*Stored items*
====

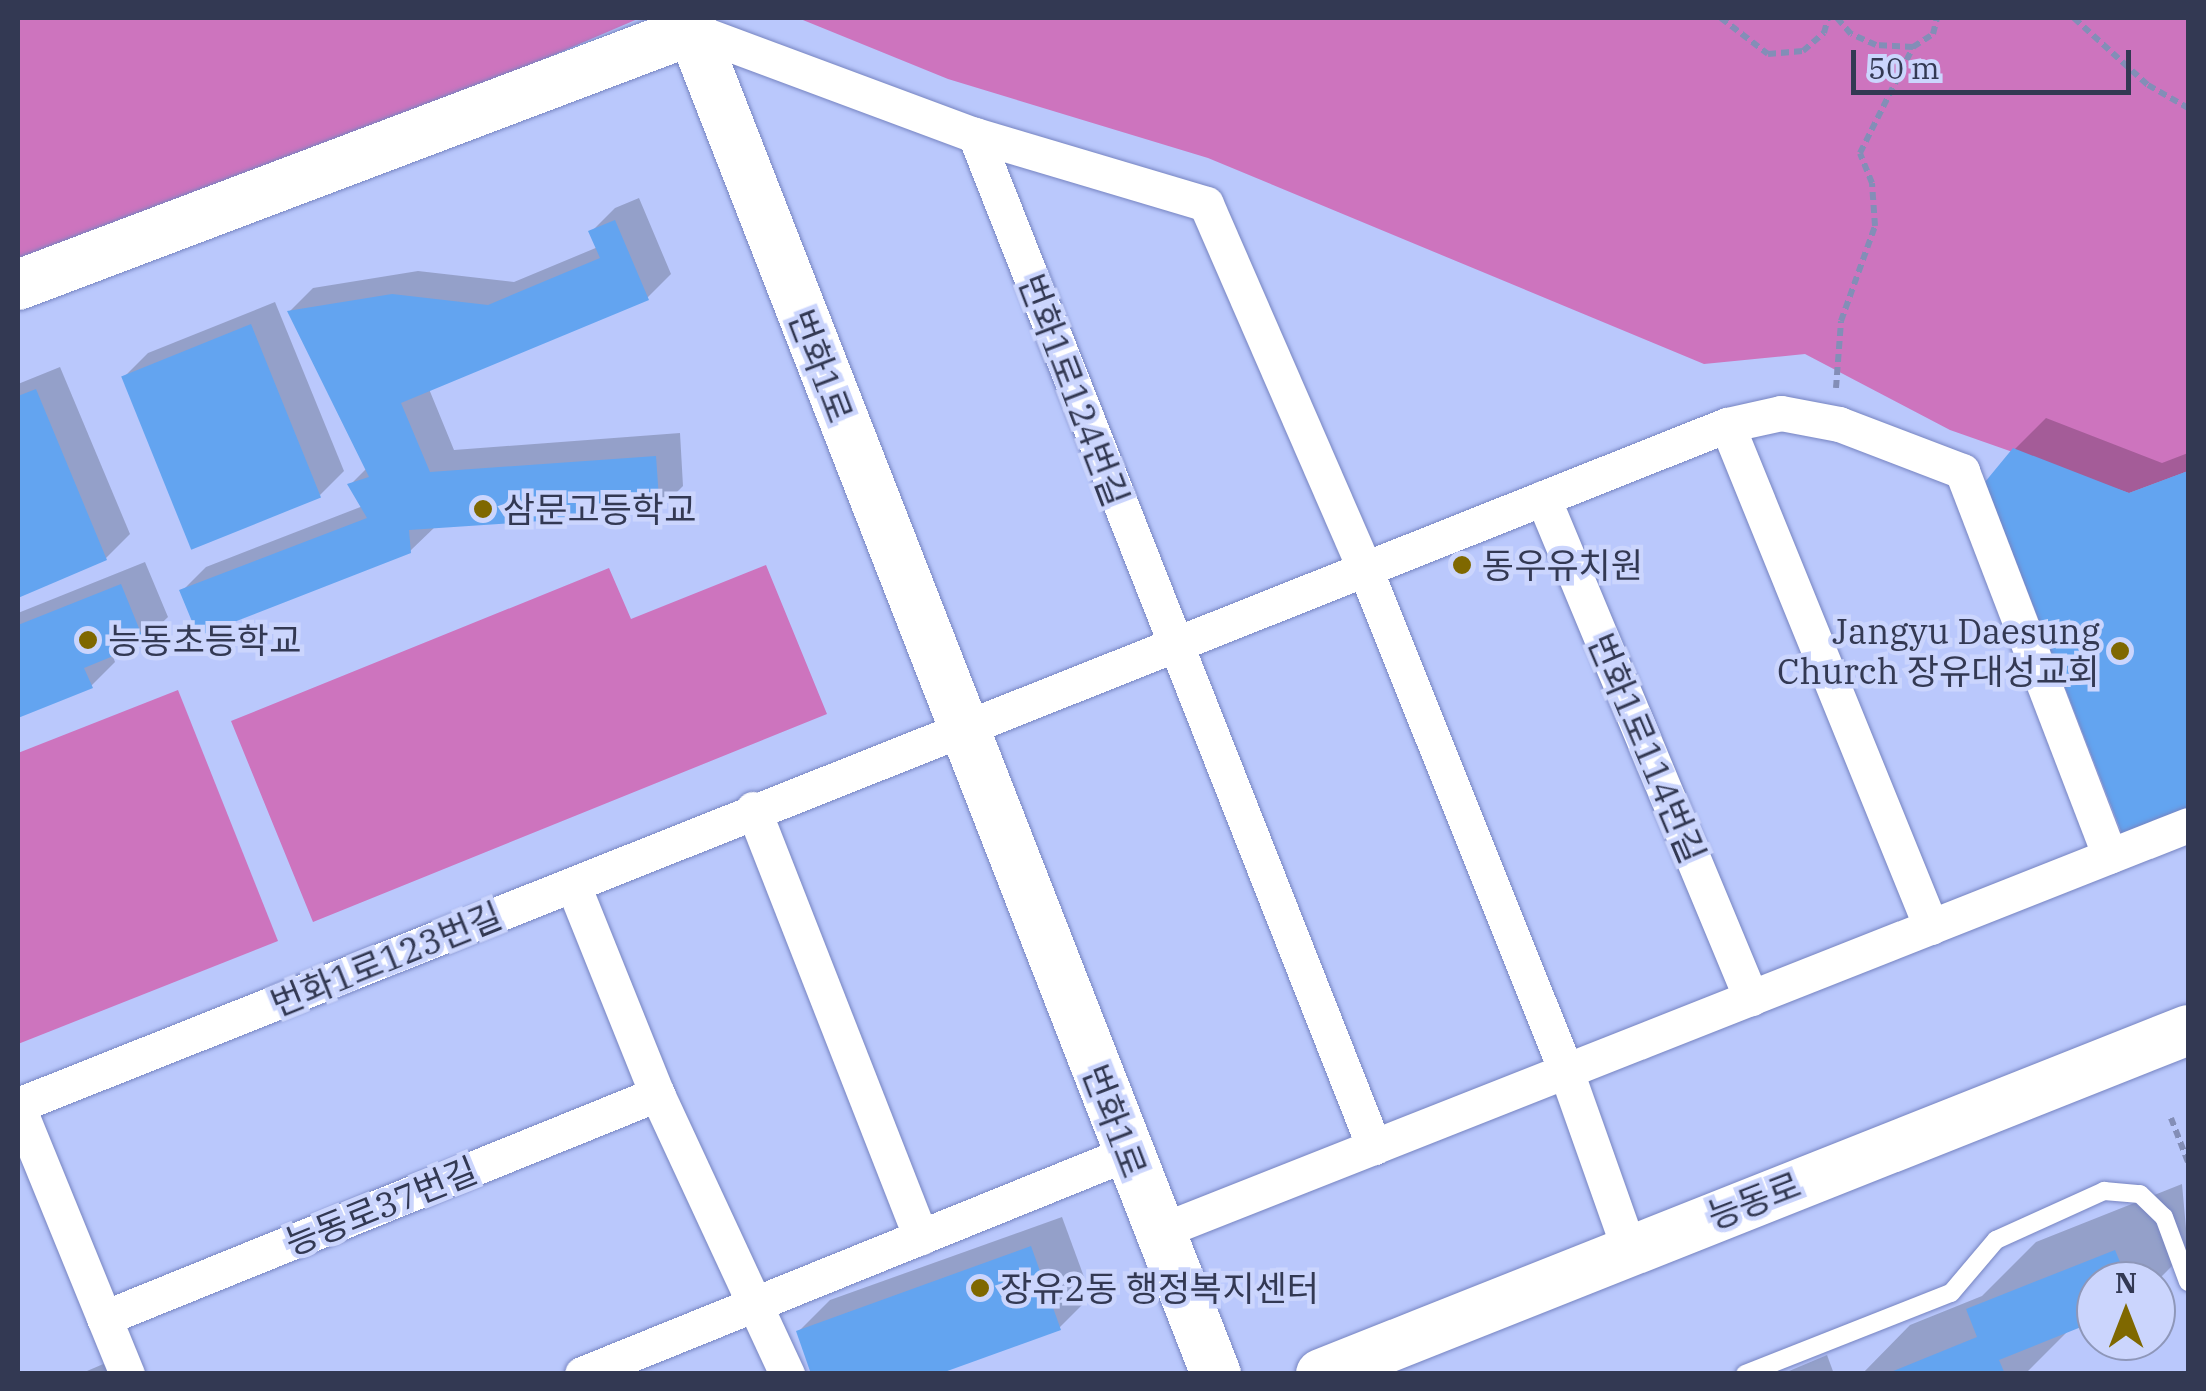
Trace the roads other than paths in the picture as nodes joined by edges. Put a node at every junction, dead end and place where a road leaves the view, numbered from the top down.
1 (692, 30) junction
2 (975, 134) junction
3 (18, 285) edge
4 (1728, 426) junction
5 (1543, 498) junction
6 (1365, 569) junction
7 (1172, 645) junction
8 (960, 728) junction
9 (753, 809) junction
10 (2188, 825) edge
11 (2110, 856) junction
12 (574, 885) junction
13 (1931, 926) junction
14 (1751, 998) junction
15 (2188, 1030) edge
16 (1566, 1071) junction
17 (657, 1094) junction
18 (18, 1106) edge
19 (1374, 1147) junction
20 (1128, 1153) junction
21 (1158, 1232) junction
22 (922, 1237) junction
23 (1629, 1249) junction
24 (2188, 1282) edge
25 (757, 1303) junction
26 (104, 1318) junction
27 (127, 1374) edge
28 (582, 1374) edge
29 (787, 1374) edge
30 (1216, 1374) edge
31 (1321, 1374) edge
32 (1746, 1374) edge

1 - 2 street
1 - 3 street
1 - 8 street, 번화1로
2 - 6 street
2 - 7 street, 번화1로124번길
4 - 5 street
4 - 11 street
4 - 13 street
5 - 6 street
5 - 14 street, 번화1로114번길
6 - 7 street
6 - 16 street
7 - 8 street
7 - 19 street
8 - 9 street, 번화1로123번길
8 - 20 street, 번화1로
9 - 12 street, 번화1로123번길
9 - 22 street
10 - 11 street
11 - 13 street
12 - 17 street
12 - 18 street, 번화1로123번길
13 - 14 street
14 - 16 street
15 - 23 street, 능동로
16 - 19 street
16 - 23 street
17 - 25 street
17 - 26 street, 능동로37번길
18 - 26 street, 번화1로123번길
19 - 21 street
20 - 21 street, 번화1로
20 - 22 street
21 - 30 street, 번화1로
22 - 25 street
23 - 31 street, 능동로
24 - 32 lane
25 - 28 street
25 - 29 street
26 - 27 street, 번화1로123번길

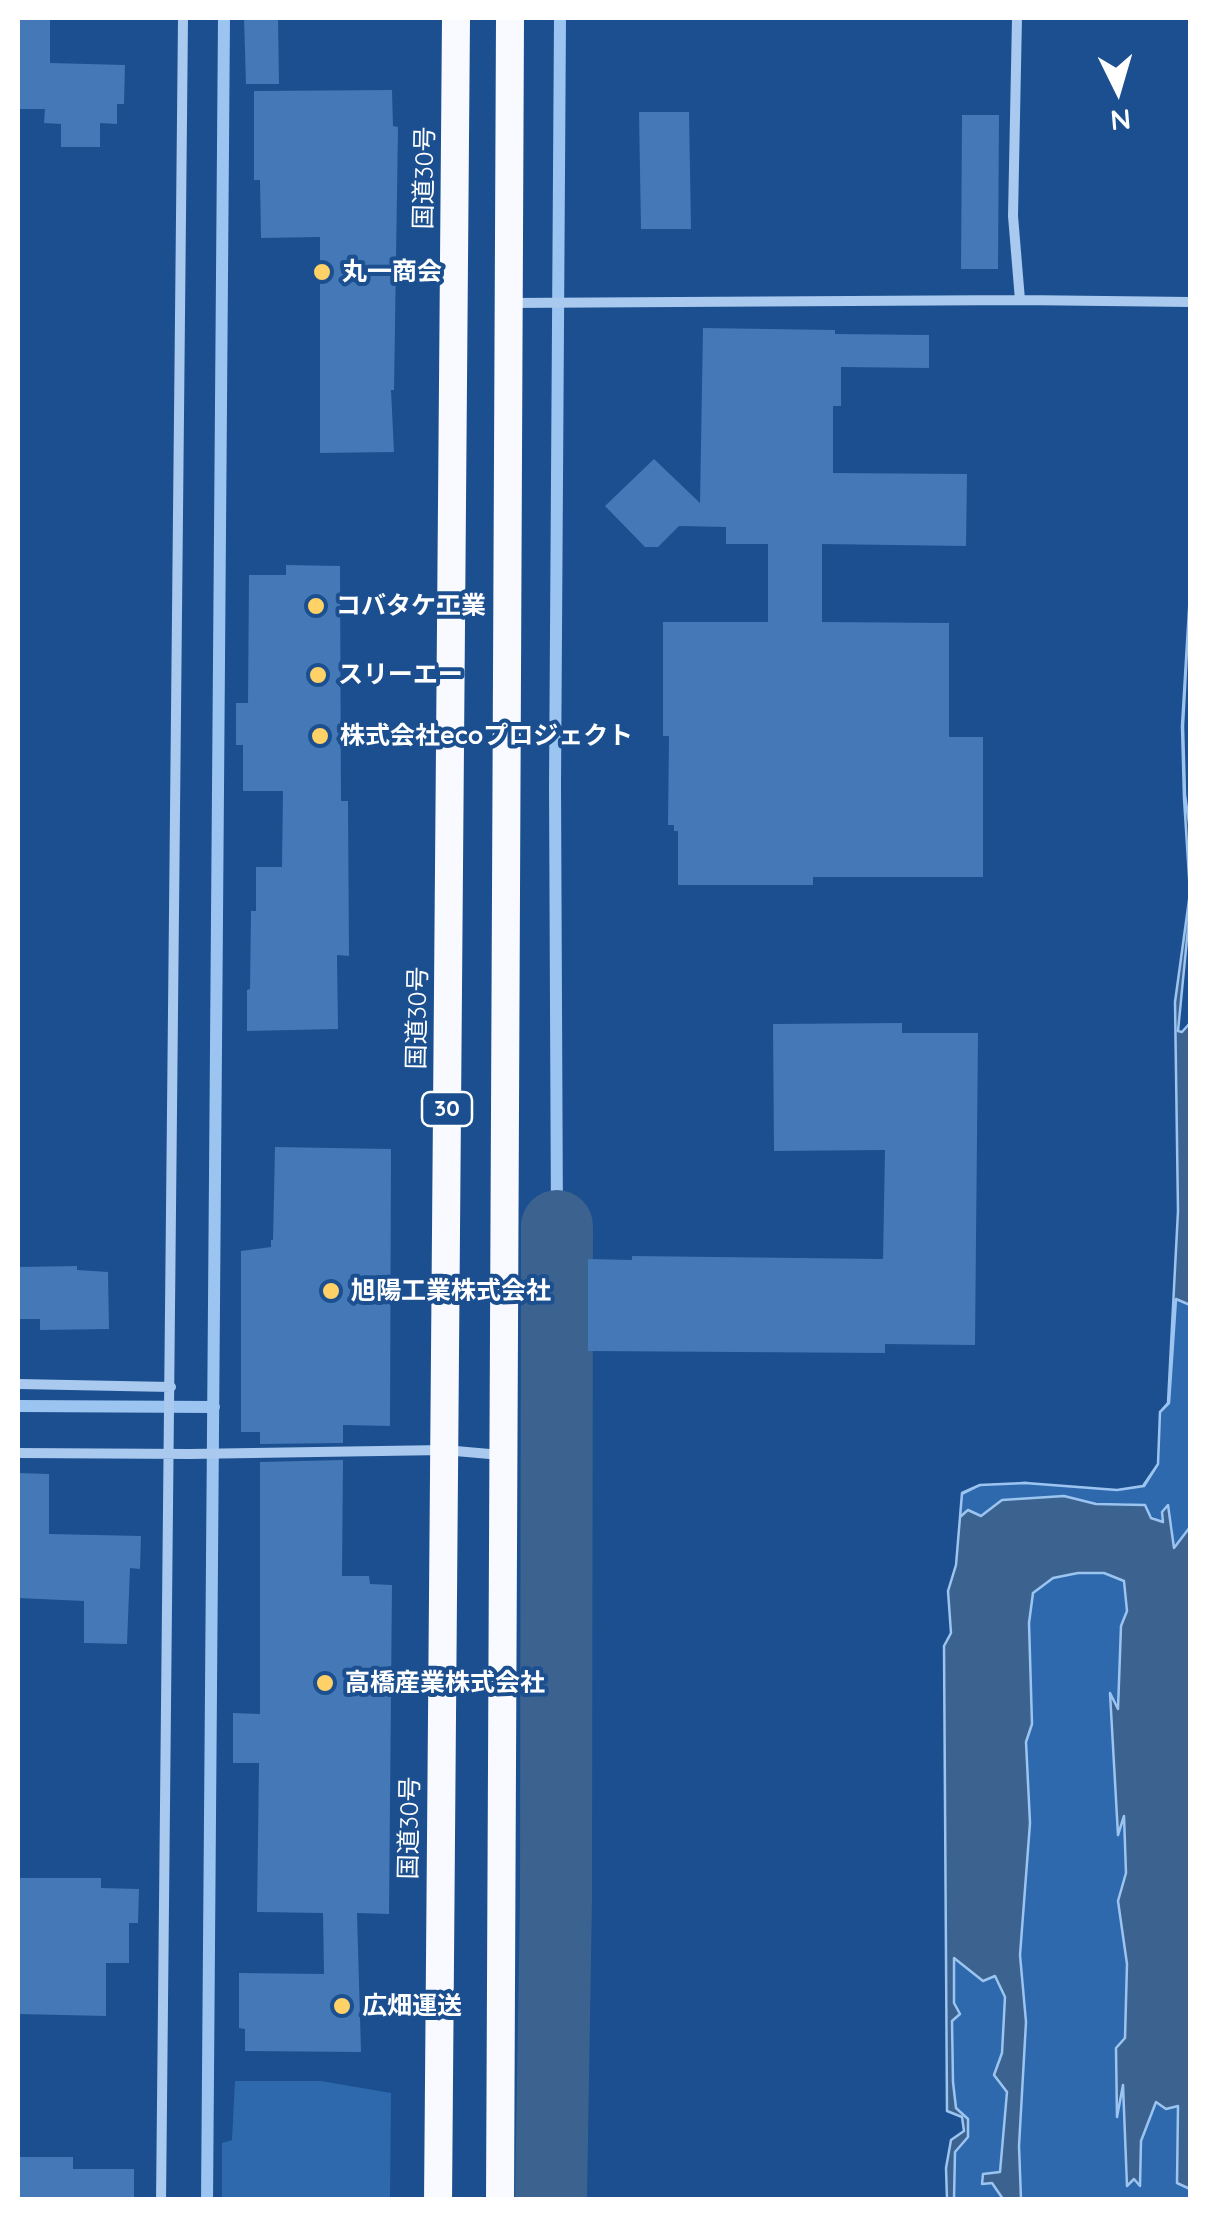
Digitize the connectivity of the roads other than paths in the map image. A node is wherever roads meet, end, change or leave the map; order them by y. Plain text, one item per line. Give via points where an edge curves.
1 (182, 18) edge
2 (456, 18) edge
3 (510, 18) edge
4 (1017, 18) edge
5 (1020, 300) junction
6 (1190, 302) edge
7 (520, 303) junction
8 (18, 1384) edge
9 (171, 1386) junction
10 (444, 1450) junction
11 (18, 1453) edge
12 (169, 1454) junction
13 (505, 1455) junction
14 (161, 2200) edge
15 (438, 2200) edge
16 (500, 2200) edge

1 - 9 street
2 - 10 highway, 国道30号 / 30
3 - 7 highway, 30
4 - 5 street via 1013,216
5 - 6 street
5 - 7 street
7 - 13 highway, 30
8 - 9 street
9 - 12 street
10 - 12 street
10 - 13 street
10 - 15 highway, 国道30号 / 30
11 - 12 street
12 - 14 street
13 - 16 highway, 30

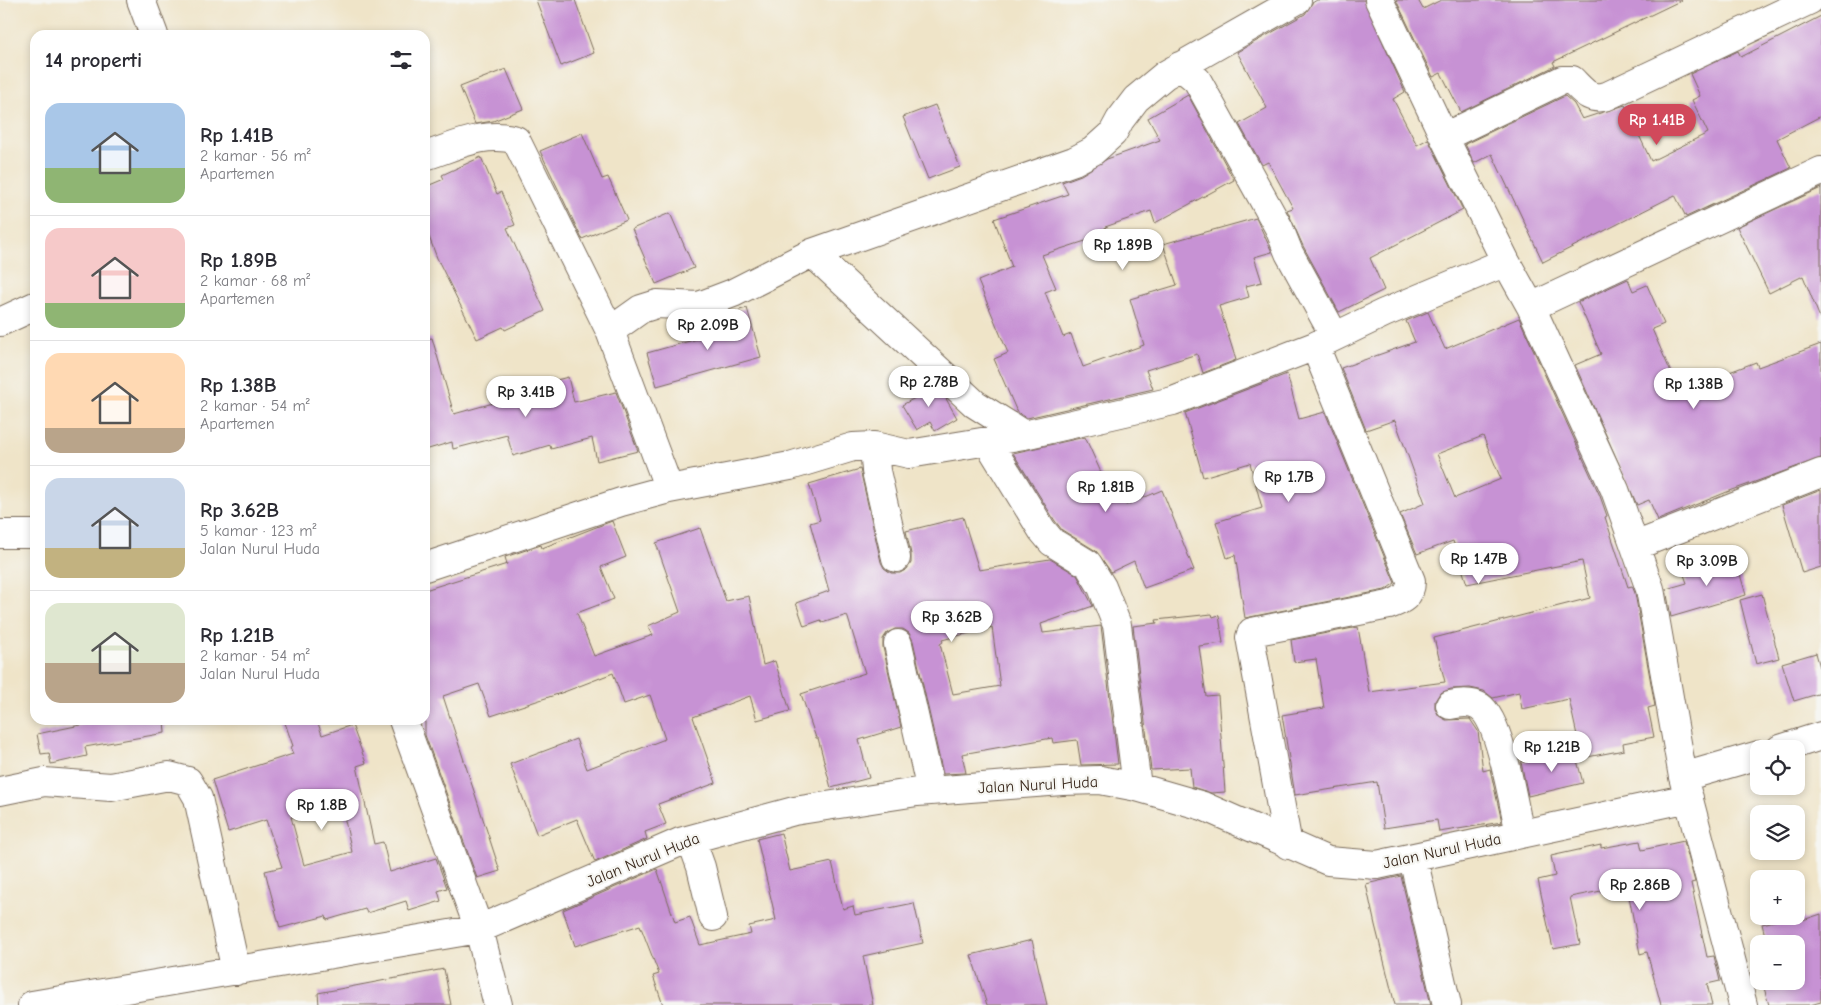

====

*What you will do*
Lines that contain "highway" should be pulled from the entries above and reported.

*Problem solution*
2 - 10 highway, 国道30号 / 30
3 - 7 highway, 30
7 - 13 highway, 30
10 - 15 highway, 国道30号 / 30
13 - 16 highway, 30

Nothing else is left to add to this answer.